## About this exercise
For this exercise, copy out each line of the material below that includes "view".

## Data under study

════════════════

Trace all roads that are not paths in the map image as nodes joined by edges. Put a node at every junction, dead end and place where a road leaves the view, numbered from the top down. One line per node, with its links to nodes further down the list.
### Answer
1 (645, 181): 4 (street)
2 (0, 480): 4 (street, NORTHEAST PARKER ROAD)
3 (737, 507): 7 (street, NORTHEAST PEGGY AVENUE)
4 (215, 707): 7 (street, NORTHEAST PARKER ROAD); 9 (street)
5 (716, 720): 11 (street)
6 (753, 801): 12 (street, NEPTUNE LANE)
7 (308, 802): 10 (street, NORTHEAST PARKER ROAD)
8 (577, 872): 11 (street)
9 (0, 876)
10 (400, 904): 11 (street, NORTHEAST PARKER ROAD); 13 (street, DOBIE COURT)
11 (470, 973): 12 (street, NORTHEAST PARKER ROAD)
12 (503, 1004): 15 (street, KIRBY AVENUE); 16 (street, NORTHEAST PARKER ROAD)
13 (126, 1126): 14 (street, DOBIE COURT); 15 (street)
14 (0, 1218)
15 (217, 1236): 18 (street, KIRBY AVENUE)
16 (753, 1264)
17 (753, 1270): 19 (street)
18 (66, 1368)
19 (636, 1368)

════════════════

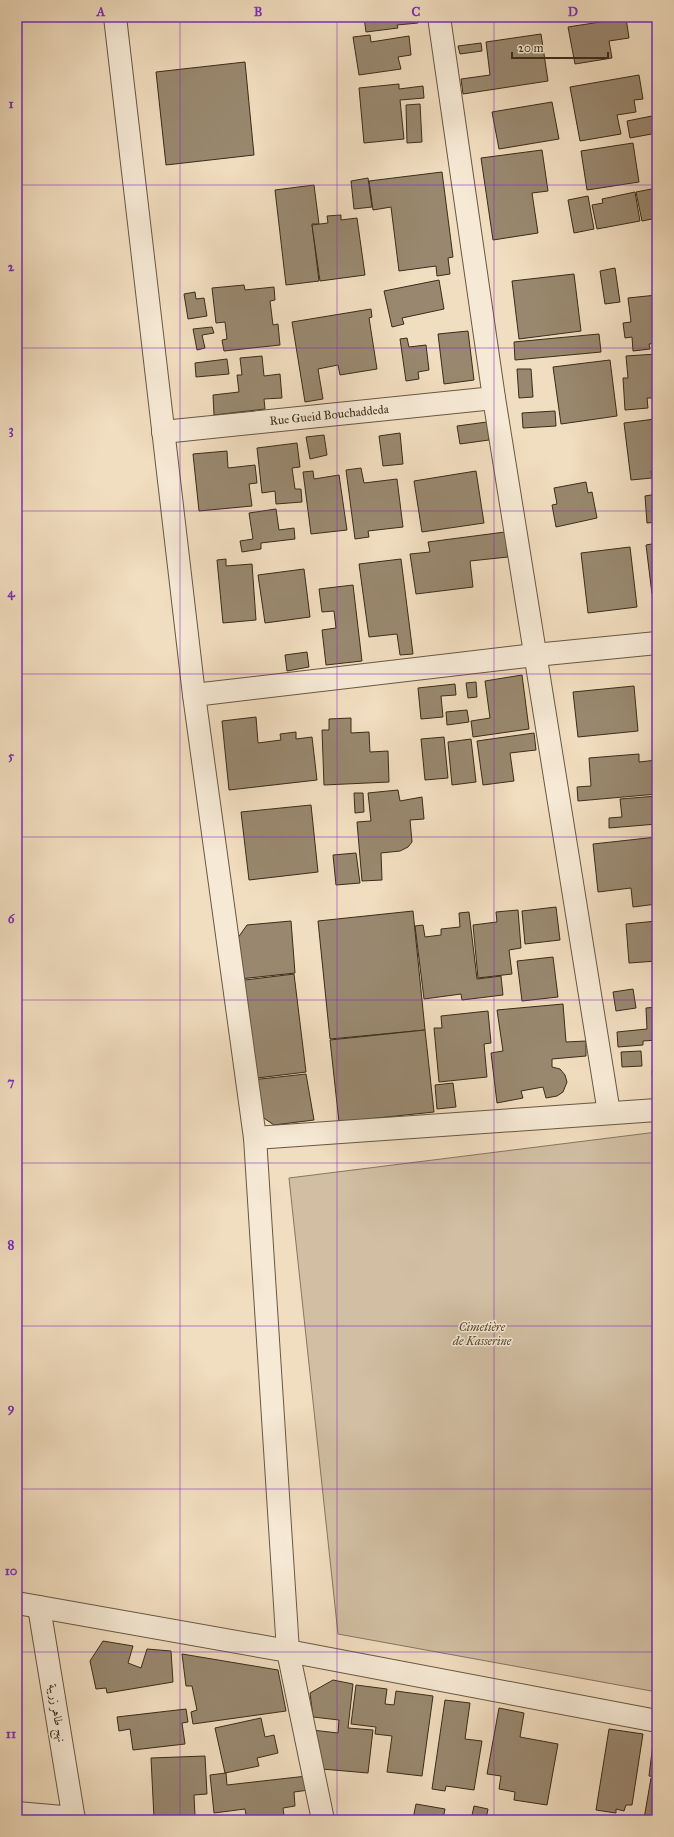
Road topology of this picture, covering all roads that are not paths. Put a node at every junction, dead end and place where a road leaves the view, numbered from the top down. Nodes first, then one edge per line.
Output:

════════════════

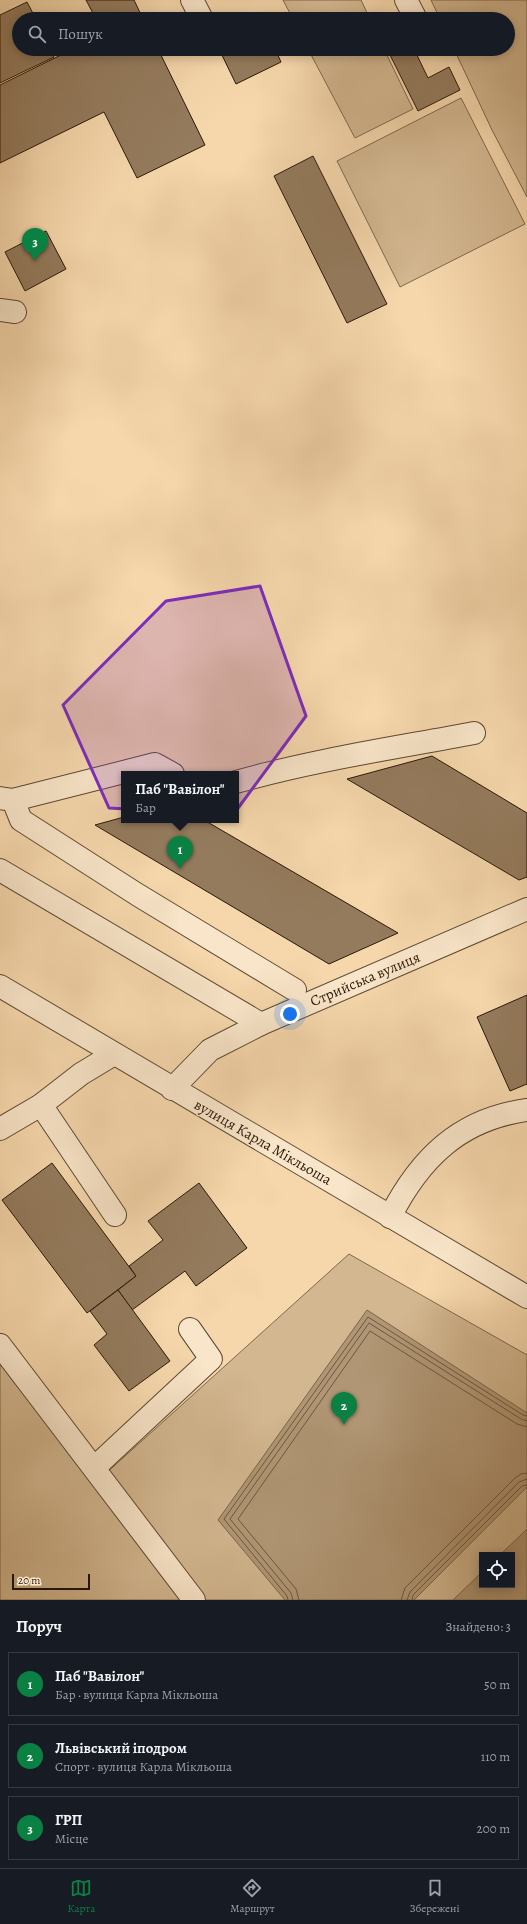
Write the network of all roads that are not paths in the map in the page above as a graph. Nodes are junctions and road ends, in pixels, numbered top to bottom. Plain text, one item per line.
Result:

════════════════

## Answer to this exercise
Trace all roads that are not paths in the map image as nodes joined by edges. Put a node at every junction, dead end and place where a road leaves the view, numbered from the top down. One line per node, with its links to nodes further down the list.
Road topology of this picture, covering all roads that are not paths. Put a node at every junction, dead end and place where a road leaves the view, numbered from the top down. Nodes first, then one edge per line.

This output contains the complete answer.